## Input material
"""

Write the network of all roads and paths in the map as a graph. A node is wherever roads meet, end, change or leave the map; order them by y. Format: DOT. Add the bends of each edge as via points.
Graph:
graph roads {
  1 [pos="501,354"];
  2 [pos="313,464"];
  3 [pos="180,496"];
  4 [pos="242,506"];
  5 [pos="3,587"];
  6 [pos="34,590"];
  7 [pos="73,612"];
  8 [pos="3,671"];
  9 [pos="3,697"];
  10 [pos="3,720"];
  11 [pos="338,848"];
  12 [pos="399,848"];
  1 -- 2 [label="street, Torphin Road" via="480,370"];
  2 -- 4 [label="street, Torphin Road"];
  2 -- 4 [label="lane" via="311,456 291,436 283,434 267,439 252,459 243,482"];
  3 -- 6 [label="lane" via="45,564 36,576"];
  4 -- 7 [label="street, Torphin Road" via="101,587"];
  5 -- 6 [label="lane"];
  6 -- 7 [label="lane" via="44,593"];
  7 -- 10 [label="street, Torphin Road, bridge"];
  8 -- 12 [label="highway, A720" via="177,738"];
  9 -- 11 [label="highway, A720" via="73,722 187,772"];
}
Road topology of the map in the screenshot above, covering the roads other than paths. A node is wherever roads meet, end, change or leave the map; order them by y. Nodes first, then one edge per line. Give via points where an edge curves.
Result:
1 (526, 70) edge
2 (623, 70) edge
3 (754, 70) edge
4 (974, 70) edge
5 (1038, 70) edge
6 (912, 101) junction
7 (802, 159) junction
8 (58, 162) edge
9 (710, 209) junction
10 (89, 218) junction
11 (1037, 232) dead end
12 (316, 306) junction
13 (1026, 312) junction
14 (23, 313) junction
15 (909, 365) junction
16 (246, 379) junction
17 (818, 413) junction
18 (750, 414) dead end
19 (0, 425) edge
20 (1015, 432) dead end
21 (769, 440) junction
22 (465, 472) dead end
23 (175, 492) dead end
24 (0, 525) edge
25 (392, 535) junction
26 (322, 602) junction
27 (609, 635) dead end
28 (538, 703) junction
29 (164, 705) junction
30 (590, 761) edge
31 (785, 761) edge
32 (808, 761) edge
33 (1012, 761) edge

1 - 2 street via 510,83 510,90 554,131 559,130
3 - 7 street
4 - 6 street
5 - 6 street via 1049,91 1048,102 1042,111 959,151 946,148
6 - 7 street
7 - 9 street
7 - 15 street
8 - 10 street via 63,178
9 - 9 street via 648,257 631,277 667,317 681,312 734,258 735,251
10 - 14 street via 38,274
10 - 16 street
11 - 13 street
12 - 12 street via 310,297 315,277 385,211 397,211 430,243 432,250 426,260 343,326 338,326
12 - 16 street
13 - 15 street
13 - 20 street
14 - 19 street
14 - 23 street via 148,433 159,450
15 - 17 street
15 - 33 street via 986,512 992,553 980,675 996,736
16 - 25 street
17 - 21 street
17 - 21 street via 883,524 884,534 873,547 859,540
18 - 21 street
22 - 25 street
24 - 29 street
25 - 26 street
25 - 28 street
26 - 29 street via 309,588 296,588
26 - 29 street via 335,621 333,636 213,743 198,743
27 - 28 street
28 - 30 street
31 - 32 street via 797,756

"""
"""

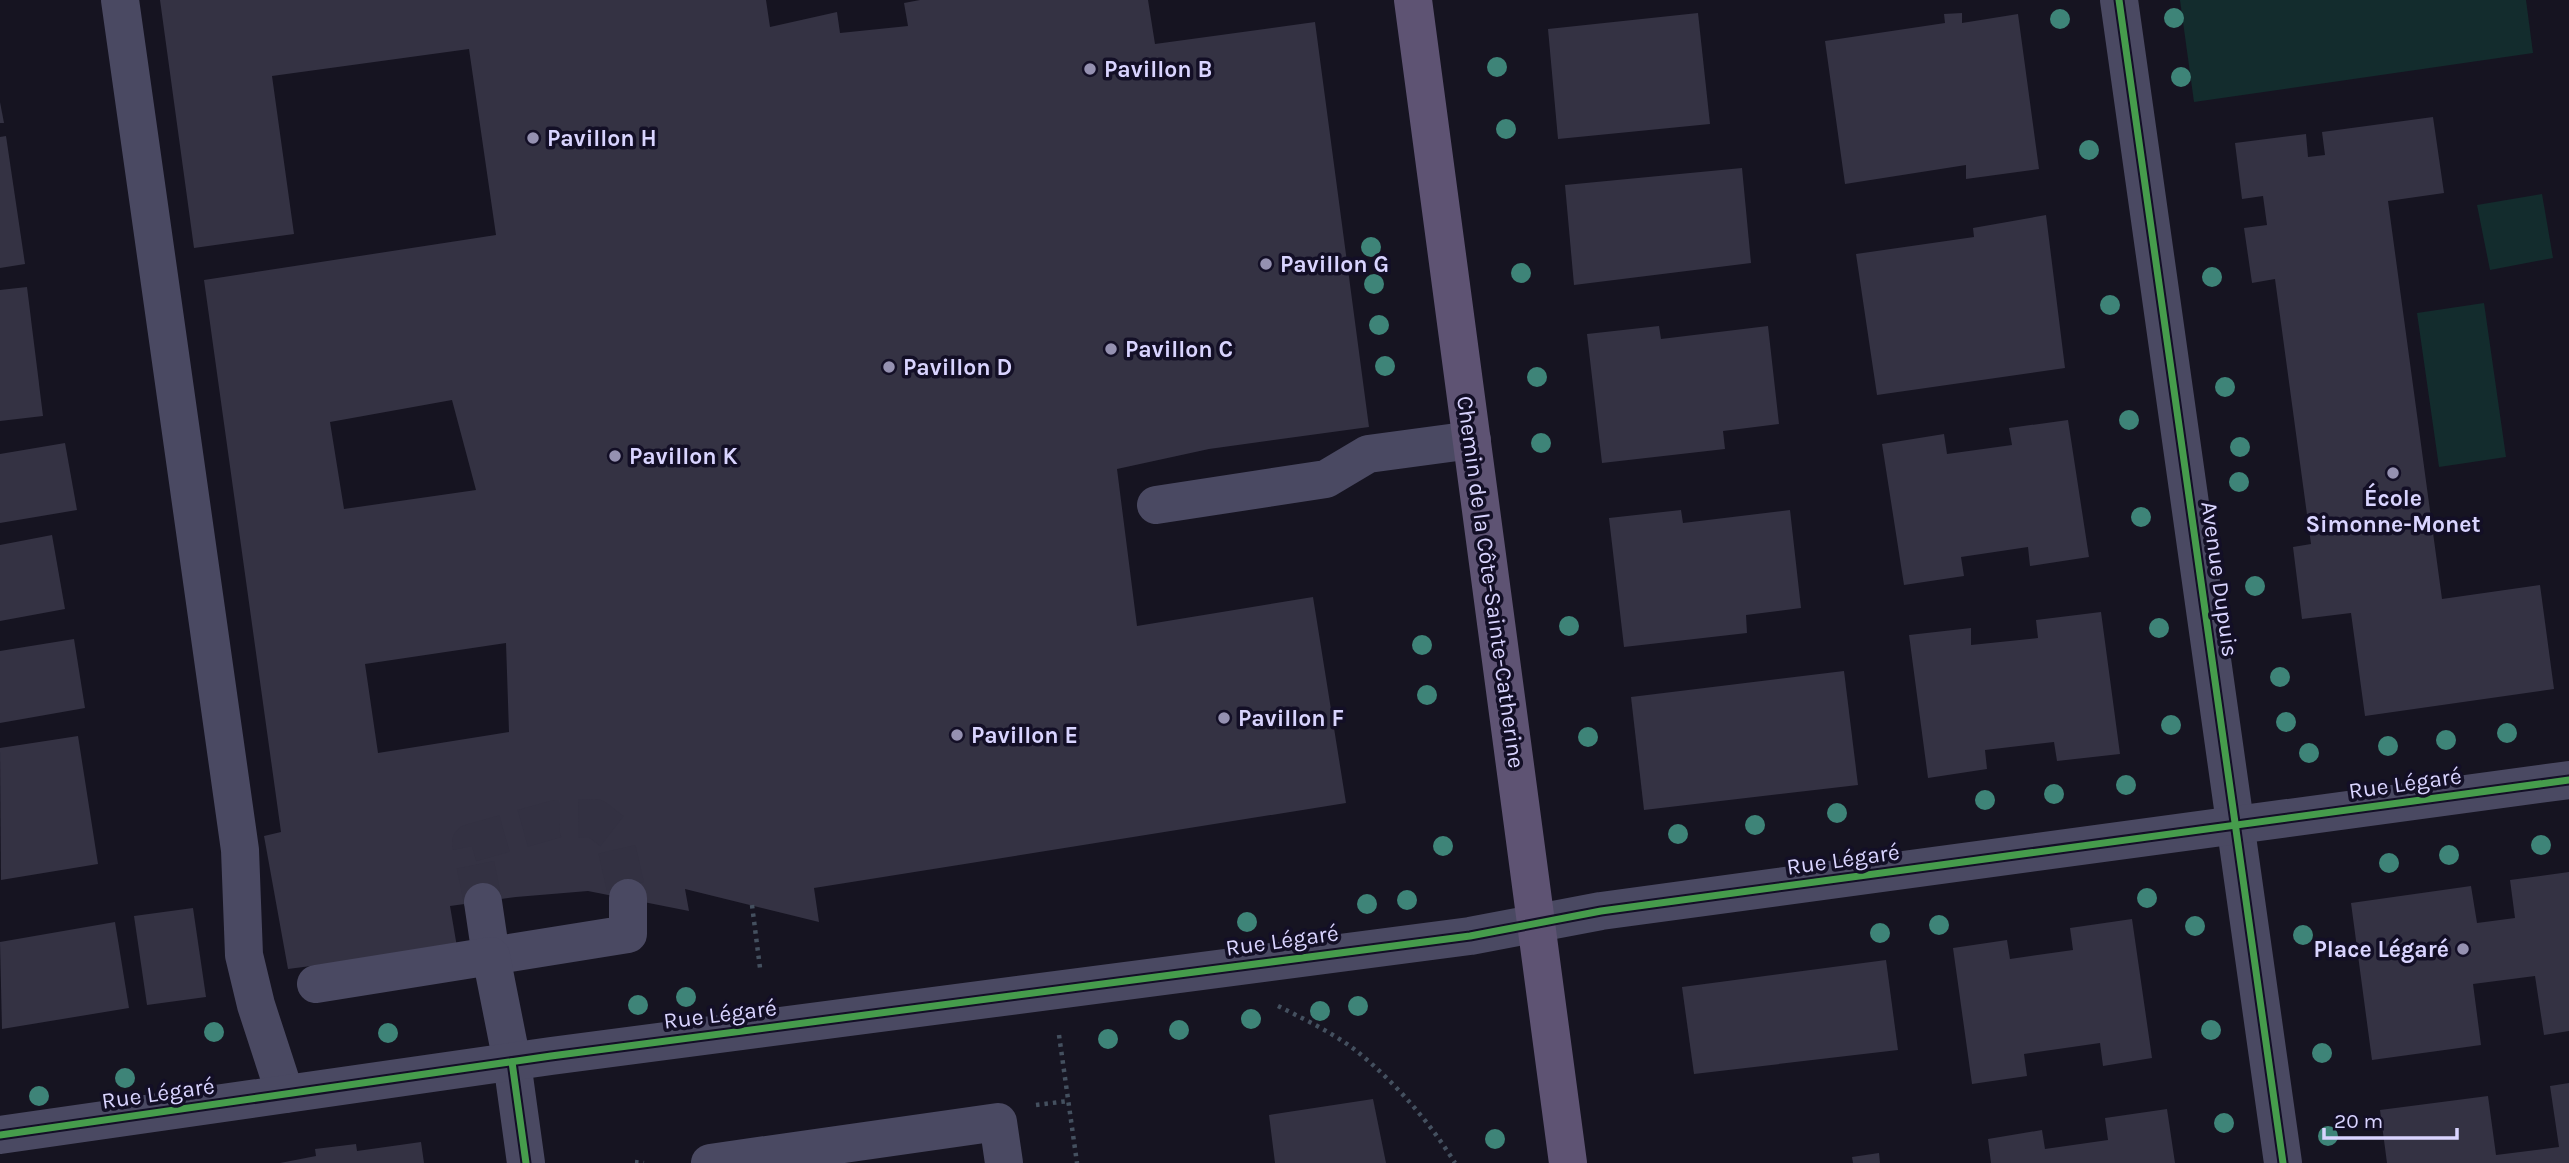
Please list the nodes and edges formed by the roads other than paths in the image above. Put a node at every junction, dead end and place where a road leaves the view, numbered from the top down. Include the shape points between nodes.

"""
"""

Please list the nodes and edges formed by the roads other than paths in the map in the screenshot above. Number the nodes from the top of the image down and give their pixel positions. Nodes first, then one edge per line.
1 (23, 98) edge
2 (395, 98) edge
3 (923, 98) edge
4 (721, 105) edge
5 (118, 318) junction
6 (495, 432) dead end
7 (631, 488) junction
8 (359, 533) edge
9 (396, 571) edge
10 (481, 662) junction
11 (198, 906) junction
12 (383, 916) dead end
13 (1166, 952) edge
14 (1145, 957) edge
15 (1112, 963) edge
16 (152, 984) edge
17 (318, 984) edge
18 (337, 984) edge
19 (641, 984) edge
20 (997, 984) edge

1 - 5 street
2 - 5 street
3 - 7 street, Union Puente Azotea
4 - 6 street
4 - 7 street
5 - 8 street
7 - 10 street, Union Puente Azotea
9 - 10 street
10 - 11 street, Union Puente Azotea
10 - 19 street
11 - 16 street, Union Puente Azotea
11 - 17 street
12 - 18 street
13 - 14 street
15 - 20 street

"""

## What you are asked to do
Could you copy every line from the records that has "meet" in it?

## Solution for this exercise
Write the network of all roads and paths in the map as a graph. A node is wherever roads meet, end, change or leave the map; order them by y. Format: DOT. Add the bends of each edge as via points.
Road topology of the map in the screenshot above, covering the roads other than paths. A node is wherever roads meet, end, change or leave the map; order them by y. Nodes first, then one edge per line. Give via points where an edge curves.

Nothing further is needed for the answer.